A route of her own.
Eight years is long enough. A note on what the next several years will look like, why they will take that long, and where the studio runs from while I am gone.
I have been reading Sloane's notebook for eight years.
It is a soft-cover thing from a stationer in Reykjavík, about the size of a hand, and most of it is not for reading. There are phone numbers, and the prices of film in krónur, and a drawing of a puffin that is an insult to the bird. There is also a list, and the list is what I want to write to you about.
Sloane kept a list of places she meant to go. It begins on page twelve. It ends where her last pen ran out, which was somewhere in the middle of the book. Some of the entries are towns. Some are coasts. A few are specific doors — a monastery on Naoshima, a lighthouse in the Orkneys, a kitchen at the back of a hotel in Lisbon that serves one thing at lunch. Next to some of them she had written the season she wanted to go. Next to some she had written the weather. Next to one, a stretch of coastline in Patagonia, she had written, in a lighter hand, with Wells, if he can be got.

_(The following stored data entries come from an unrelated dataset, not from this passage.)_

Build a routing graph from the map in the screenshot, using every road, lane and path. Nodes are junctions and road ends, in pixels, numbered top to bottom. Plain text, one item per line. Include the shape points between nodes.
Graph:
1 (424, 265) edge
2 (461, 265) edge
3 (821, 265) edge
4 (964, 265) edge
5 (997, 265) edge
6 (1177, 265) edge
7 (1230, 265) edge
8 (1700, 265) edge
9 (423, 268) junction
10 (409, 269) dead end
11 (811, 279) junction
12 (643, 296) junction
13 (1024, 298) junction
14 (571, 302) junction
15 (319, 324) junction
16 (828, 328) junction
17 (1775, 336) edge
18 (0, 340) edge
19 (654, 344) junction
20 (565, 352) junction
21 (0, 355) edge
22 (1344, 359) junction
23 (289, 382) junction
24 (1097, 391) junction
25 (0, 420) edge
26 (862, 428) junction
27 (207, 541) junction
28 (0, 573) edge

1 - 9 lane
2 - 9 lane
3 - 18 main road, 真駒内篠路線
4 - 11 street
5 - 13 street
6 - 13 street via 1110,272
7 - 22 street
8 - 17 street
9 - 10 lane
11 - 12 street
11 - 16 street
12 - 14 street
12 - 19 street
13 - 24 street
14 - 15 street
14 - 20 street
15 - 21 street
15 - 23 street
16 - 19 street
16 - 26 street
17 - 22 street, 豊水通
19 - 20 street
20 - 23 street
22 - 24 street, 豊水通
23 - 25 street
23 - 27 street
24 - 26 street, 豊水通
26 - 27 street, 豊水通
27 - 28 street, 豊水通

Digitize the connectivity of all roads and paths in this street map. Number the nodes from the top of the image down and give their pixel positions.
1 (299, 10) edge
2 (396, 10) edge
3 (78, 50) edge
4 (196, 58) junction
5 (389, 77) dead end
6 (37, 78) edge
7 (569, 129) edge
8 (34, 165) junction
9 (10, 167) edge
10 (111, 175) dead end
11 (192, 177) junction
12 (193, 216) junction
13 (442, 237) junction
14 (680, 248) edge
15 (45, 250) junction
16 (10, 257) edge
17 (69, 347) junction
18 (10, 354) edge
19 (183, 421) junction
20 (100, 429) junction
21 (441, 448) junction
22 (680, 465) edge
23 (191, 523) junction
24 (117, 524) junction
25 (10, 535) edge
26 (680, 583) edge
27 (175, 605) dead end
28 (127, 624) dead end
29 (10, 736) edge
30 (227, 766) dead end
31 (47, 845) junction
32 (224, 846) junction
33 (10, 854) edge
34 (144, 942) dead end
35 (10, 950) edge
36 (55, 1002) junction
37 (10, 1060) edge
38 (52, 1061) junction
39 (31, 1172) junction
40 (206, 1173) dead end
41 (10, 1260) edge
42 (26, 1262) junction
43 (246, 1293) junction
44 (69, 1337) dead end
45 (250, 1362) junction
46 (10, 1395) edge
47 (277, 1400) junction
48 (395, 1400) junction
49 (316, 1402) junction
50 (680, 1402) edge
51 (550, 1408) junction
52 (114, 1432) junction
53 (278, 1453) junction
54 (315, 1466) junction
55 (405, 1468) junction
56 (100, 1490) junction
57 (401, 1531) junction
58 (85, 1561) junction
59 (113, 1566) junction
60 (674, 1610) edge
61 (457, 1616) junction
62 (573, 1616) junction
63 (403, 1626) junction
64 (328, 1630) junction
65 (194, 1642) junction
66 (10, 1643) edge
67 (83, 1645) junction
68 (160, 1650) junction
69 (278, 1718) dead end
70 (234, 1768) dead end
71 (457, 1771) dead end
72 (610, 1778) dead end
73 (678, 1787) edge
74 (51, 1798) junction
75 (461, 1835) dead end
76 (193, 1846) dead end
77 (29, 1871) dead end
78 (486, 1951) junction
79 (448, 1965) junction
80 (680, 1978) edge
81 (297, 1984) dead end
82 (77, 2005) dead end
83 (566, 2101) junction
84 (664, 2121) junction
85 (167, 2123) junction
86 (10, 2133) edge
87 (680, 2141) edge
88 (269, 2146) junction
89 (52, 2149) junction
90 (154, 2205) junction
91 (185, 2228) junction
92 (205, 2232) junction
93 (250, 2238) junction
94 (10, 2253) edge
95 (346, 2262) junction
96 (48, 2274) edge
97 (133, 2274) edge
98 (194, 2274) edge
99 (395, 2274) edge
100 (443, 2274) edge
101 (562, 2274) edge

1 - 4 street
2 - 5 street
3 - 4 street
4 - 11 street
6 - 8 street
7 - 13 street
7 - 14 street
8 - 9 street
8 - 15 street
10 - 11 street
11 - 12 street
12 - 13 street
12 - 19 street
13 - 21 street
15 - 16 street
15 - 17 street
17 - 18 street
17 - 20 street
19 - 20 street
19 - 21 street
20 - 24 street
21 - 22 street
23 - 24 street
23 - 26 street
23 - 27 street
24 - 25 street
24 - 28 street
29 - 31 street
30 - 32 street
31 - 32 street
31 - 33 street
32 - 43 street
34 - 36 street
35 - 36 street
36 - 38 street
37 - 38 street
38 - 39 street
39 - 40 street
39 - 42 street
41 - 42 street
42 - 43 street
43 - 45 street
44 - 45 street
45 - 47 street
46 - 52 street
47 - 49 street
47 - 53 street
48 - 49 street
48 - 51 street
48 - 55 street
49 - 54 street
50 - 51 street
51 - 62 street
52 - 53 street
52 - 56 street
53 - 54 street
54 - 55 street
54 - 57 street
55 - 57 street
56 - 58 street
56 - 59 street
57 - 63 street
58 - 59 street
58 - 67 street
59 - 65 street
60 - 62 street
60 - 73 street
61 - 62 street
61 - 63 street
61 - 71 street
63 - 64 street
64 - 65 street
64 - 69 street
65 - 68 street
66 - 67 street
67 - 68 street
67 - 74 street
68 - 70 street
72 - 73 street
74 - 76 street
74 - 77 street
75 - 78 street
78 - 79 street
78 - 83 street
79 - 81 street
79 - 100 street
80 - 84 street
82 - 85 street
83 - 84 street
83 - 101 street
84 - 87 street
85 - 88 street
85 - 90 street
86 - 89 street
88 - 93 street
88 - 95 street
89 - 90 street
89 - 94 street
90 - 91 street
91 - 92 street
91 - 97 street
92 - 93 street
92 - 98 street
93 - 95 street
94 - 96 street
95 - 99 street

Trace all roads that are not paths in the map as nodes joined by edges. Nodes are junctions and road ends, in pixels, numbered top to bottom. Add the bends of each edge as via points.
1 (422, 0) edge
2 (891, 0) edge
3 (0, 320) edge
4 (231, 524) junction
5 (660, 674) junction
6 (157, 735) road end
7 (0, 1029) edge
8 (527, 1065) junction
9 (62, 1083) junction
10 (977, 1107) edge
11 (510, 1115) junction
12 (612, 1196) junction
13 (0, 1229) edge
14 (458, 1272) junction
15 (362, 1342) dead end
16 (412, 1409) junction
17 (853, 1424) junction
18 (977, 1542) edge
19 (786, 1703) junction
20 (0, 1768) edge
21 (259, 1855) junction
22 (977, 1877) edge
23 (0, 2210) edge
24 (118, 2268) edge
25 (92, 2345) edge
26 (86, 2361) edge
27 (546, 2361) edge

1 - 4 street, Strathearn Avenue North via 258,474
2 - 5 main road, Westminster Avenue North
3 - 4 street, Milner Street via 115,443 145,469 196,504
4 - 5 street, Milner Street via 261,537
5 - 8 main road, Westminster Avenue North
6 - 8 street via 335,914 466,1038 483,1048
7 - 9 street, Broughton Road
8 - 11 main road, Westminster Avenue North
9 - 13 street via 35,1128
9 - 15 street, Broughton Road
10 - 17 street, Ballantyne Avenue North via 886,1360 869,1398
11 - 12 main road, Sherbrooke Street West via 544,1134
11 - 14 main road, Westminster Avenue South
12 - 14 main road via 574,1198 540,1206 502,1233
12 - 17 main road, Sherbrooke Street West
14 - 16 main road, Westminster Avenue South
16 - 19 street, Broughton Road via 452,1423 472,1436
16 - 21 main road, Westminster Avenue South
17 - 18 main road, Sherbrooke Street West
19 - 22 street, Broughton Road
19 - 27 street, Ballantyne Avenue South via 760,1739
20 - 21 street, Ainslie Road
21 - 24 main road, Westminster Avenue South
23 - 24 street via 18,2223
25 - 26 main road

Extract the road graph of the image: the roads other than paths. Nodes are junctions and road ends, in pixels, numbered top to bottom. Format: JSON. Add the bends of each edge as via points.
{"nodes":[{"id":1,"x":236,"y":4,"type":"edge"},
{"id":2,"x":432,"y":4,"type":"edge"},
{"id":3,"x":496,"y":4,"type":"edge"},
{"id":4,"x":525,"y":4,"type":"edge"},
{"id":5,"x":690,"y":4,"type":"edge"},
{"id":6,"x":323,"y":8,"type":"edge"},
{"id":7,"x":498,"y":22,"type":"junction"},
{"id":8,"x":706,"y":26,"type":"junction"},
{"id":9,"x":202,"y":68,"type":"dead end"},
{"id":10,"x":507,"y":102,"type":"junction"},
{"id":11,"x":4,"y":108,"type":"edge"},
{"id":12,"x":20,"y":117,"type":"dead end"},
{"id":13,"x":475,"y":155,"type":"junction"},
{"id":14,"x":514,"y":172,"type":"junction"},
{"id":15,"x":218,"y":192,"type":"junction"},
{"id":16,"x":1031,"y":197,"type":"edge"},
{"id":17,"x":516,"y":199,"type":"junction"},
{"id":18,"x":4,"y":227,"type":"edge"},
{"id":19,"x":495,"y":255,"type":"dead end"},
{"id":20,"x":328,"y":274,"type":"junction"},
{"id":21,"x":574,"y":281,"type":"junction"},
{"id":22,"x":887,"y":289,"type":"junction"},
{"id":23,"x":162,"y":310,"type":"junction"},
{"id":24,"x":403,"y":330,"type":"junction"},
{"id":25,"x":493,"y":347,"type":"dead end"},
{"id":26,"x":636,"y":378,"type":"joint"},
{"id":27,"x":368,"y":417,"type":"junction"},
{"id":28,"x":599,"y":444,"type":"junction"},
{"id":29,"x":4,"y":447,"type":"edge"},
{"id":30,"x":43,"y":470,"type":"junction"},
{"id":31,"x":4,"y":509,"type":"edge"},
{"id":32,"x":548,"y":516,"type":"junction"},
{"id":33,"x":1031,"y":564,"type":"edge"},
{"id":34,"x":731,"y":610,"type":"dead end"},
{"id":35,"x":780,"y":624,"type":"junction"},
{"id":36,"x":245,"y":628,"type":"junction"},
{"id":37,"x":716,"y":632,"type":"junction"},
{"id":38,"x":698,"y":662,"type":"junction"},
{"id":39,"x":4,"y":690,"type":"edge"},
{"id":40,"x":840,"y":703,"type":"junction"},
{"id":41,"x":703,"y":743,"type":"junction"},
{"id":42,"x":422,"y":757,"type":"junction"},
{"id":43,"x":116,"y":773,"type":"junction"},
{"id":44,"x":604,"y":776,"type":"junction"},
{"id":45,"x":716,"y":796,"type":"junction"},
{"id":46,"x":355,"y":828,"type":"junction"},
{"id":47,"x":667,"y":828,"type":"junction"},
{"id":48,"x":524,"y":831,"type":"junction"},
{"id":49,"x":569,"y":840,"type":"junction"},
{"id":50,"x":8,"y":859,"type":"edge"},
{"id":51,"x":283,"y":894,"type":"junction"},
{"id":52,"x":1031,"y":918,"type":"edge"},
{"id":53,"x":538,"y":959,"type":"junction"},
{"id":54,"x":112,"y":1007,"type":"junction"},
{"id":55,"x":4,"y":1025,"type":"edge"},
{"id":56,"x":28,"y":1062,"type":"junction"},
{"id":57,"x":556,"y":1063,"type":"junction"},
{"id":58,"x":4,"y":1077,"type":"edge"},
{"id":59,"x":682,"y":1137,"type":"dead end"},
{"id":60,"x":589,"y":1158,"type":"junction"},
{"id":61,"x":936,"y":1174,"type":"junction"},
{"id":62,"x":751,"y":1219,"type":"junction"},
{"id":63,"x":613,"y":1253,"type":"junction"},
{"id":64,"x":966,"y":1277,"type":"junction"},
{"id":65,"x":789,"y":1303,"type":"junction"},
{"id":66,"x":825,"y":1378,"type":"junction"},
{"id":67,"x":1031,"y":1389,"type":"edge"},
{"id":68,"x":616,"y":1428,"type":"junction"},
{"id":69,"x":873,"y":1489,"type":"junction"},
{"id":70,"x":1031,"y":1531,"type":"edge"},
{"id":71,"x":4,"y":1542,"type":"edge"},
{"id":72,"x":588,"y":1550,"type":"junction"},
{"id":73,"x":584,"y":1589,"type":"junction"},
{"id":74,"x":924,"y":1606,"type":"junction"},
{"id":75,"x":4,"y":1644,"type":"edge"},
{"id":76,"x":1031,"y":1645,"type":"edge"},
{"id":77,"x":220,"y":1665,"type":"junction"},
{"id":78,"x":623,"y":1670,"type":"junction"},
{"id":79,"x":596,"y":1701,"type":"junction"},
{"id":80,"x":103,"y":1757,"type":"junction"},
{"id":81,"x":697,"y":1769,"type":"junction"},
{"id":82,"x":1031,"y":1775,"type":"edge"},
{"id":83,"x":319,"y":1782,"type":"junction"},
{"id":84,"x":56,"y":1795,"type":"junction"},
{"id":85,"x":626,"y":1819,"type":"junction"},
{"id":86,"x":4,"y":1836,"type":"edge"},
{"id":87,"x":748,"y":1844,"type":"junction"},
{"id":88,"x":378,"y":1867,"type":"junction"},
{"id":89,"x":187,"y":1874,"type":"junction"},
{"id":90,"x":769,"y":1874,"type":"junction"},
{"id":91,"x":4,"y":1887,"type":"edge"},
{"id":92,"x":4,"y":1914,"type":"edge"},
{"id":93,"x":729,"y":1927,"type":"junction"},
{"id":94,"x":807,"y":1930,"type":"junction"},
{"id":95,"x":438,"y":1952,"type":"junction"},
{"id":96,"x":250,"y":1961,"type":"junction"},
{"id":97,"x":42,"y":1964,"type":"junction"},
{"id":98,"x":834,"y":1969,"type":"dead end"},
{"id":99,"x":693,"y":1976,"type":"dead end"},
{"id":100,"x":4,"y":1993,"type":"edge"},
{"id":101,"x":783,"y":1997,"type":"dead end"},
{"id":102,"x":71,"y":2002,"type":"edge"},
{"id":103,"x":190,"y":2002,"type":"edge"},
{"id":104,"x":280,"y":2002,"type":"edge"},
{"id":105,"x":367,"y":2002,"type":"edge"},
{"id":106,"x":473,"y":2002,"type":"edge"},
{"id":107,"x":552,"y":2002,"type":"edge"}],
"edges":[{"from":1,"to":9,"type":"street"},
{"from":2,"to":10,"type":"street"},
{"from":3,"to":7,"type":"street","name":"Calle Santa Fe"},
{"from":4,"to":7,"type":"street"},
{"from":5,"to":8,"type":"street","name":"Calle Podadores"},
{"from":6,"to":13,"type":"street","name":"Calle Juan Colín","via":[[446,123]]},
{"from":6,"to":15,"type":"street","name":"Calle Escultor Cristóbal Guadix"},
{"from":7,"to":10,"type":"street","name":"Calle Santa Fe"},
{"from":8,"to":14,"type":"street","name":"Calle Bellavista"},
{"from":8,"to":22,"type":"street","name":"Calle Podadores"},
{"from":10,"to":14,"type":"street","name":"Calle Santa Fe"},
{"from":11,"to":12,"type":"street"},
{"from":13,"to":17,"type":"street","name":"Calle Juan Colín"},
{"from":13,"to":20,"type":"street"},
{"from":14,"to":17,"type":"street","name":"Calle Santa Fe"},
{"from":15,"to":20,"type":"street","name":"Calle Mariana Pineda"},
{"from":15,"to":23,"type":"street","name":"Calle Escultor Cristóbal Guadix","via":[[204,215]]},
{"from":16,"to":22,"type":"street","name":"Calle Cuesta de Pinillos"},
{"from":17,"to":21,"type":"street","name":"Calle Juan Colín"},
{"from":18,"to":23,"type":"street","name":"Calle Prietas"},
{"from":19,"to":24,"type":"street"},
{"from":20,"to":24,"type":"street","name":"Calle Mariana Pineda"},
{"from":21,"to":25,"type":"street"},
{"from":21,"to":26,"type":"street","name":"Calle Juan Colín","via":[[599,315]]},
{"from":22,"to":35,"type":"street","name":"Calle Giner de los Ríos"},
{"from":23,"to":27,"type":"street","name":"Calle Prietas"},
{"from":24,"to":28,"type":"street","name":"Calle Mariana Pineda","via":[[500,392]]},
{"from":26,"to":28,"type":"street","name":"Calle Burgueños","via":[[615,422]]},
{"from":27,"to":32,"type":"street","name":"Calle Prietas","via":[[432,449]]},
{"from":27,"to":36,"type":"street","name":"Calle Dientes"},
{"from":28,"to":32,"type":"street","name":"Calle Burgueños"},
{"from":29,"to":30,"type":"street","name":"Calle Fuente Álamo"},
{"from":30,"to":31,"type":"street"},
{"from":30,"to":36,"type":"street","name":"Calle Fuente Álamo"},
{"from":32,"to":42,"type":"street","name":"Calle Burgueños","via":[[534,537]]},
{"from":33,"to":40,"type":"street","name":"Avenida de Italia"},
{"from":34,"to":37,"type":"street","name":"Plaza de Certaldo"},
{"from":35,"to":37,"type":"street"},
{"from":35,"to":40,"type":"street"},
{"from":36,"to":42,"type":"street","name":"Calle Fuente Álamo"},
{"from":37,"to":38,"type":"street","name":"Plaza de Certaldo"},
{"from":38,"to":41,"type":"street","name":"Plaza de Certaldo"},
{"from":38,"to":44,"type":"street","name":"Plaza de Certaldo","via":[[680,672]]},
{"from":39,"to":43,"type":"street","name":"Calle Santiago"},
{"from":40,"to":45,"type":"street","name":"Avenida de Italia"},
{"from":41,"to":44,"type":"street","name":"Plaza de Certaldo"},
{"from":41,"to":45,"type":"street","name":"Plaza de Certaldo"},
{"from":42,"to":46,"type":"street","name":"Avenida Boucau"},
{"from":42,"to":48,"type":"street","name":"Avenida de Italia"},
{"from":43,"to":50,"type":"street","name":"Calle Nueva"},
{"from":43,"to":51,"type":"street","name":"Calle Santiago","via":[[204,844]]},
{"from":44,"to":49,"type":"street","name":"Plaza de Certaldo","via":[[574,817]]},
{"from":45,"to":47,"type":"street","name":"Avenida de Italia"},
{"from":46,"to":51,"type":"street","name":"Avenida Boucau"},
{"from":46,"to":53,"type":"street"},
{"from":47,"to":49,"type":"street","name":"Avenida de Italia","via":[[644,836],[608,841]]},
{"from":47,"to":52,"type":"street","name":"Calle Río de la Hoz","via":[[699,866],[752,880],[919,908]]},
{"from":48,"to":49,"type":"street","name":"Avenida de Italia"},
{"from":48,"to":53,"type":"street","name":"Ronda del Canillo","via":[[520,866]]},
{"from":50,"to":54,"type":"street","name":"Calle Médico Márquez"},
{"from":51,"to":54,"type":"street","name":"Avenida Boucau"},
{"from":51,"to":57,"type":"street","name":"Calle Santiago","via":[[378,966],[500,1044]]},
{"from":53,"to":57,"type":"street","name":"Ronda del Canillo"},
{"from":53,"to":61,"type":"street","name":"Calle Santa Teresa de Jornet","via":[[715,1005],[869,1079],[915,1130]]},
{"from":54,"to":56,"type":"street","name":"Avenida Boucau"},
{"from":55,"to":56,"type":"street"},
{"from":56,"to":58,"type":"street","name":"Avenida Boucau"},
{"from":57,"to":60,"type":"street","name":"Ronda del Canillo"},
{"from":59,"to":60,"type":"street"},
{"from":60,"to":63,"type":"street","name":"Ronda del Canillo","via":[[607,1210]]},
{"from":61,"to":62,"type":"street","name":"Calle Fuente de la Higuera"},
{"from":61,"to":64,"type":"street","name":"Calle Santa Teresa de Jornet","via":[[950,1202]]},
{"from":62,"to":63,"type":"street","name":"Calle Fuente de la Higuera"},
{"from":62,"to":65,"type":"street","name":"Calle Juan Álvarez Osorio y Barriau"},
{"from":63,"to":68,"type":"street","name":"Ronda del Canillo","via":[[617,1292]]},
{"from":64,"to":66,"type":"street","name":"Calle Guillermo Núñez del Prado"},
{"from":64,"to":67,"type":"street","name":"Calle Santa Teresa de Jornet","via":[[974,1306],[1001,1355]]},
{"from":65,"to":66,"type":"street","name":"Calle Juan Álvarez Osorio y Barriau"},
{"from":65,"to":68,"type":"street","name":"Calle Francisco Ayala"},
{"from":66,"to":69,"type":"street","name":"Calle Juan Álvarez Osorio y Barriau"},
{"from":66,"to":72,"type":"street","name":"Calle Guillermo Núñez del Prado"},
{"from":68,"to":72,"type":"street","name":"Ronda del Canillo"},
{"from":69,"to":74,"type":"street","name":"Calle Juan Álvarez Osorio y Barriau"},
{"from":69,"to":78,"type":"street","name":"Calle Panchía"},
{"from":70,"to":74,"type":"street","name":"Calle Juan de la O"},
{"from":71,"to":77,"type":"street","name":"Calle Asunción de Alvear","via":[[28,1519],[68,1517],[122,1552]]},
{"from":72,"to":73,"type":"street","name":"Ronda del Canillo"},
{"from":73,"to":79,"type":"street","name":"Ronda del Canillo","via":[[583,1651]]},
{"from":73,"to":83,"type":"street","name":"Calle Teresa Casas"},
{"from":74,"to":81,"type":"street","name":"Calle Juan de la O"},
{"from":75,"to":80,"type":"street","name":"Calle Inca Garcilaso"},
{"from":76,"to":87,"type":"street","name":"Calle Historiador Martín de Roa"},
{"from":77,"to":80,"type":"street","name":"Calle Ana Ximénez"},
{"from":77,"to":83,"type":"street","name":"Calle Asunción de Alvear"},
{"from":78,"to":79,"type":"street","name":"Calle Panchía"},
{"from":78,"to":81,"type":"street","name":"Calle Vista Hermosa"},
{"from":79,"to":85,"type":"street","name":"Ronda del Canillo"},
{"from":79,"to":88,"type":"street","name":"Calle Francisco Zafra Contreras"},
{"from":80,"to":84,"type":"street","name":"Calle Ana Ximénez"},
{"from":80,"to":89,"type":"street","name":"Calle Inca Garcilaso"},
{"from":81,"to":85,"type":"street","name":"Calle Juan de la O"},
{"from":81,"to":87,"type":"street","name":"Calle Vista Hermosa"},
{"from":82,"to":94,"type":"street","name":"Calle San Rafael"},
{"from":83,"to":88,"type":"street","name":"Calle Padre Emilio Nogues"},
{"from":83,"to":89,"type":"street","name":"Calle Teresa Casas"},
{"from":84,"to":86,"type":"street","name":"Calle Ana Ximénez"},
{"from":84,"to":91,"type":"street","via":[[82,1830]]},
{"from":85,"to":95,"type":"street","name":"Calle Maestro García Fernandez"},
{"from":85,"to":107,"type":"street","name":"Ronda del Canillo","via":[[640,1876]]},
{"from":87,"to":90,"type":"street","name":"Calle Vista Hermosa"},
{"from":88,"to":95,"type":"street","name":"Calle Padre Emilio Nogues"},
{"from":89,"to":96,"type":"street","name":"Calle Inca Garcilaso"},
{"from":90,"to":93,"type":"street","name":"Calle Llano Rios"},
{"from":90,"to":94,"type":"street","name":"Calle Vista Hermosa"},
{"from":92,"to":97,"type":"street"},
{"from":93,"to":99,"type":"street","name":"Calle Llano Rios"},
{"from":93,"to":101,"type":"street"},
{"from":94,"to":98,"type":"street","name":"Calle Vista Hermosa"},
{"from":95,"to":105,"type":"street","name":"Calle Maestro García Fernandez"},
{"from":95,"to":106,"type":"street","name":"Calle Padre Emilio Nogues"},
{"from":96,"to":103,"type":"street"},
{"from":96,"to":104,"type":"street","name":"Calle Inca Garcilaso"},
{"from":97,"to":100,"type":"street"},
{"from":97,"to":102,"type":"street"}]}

I have read that list, I think, twice a year since. I have not been to any of them.
I will go now.
This summer, once Eleanor has shipped and the July Fund window has closed, I am going to begin, slowly, to walk the list. I expect it will take several years. I am not in a hurry and she was not in a hurry. The list has its own weather, and I mean to keep hers.
What this means for the studio.
The studio continues. Clara will run the Press from Vermont — she has been running most of it for two years already, and it is past time I said so out loud. Mary will keep the Fund going from her desk in Brooklyn; we will read applications the way we have always read them, and I will read my share of them from wherever the mail finds me. The barn stays. The October dinners will happen on schedule. Eleanor ships in June, as planned, bound in a linen that has taken longer to arrive than the book took to edit.
The only thing changing is where I am standing. Which is to say, not much.
What I have told the Table.
I have written to the founders personally. I will not be slower to reply than I have ever been — it turns out you cannot dim a candle that is already burning this low. If what they need is a long dinner in a city, we will have one; if what they need is a long letter, I am probably better at those than I have ever been.
If one of them needs a meeting room in Vermont, they are welcome to use the barn. The stove knows how to light itself by now.
Where first.
I will not publish the route. A list like Sloane's is not a plan, and I do not intend to turn it into one. I will say this much: I am going east first, and slowly. There is a coast in Scotland that has been in her notebook under the word October since the year we met, and I have never once been there in October. I would like to see what she meant.
After that I expect to go where she said to go next. There is a season I am waiting on for Patagonia, and I intend to honour it.
On writing home.
These letters will continue. I suspect they will get a little longer, because the thing I will have to write about will be the thing I am seeing, and the thing I am seeing was chosen by somebody I loved. The January Letter will arrive each January, as it has. Shorter notes will arrive when something warrants them. The address will not change. The replies may take a little longer than they already do, which is longer than I would like, and about as long as has turned out to be honest.
There is a superstition in this part of Vermont that you do not say aloud a trip you intend to take until the bag is by the door. The bag is by the door. I am saying it aloud.
Thank you, as always, for reading these. If you have a place that should be on a list like hers, I would be glad to hear about it. Sometimes you do not know what you mean to see until somebody else has seen it first.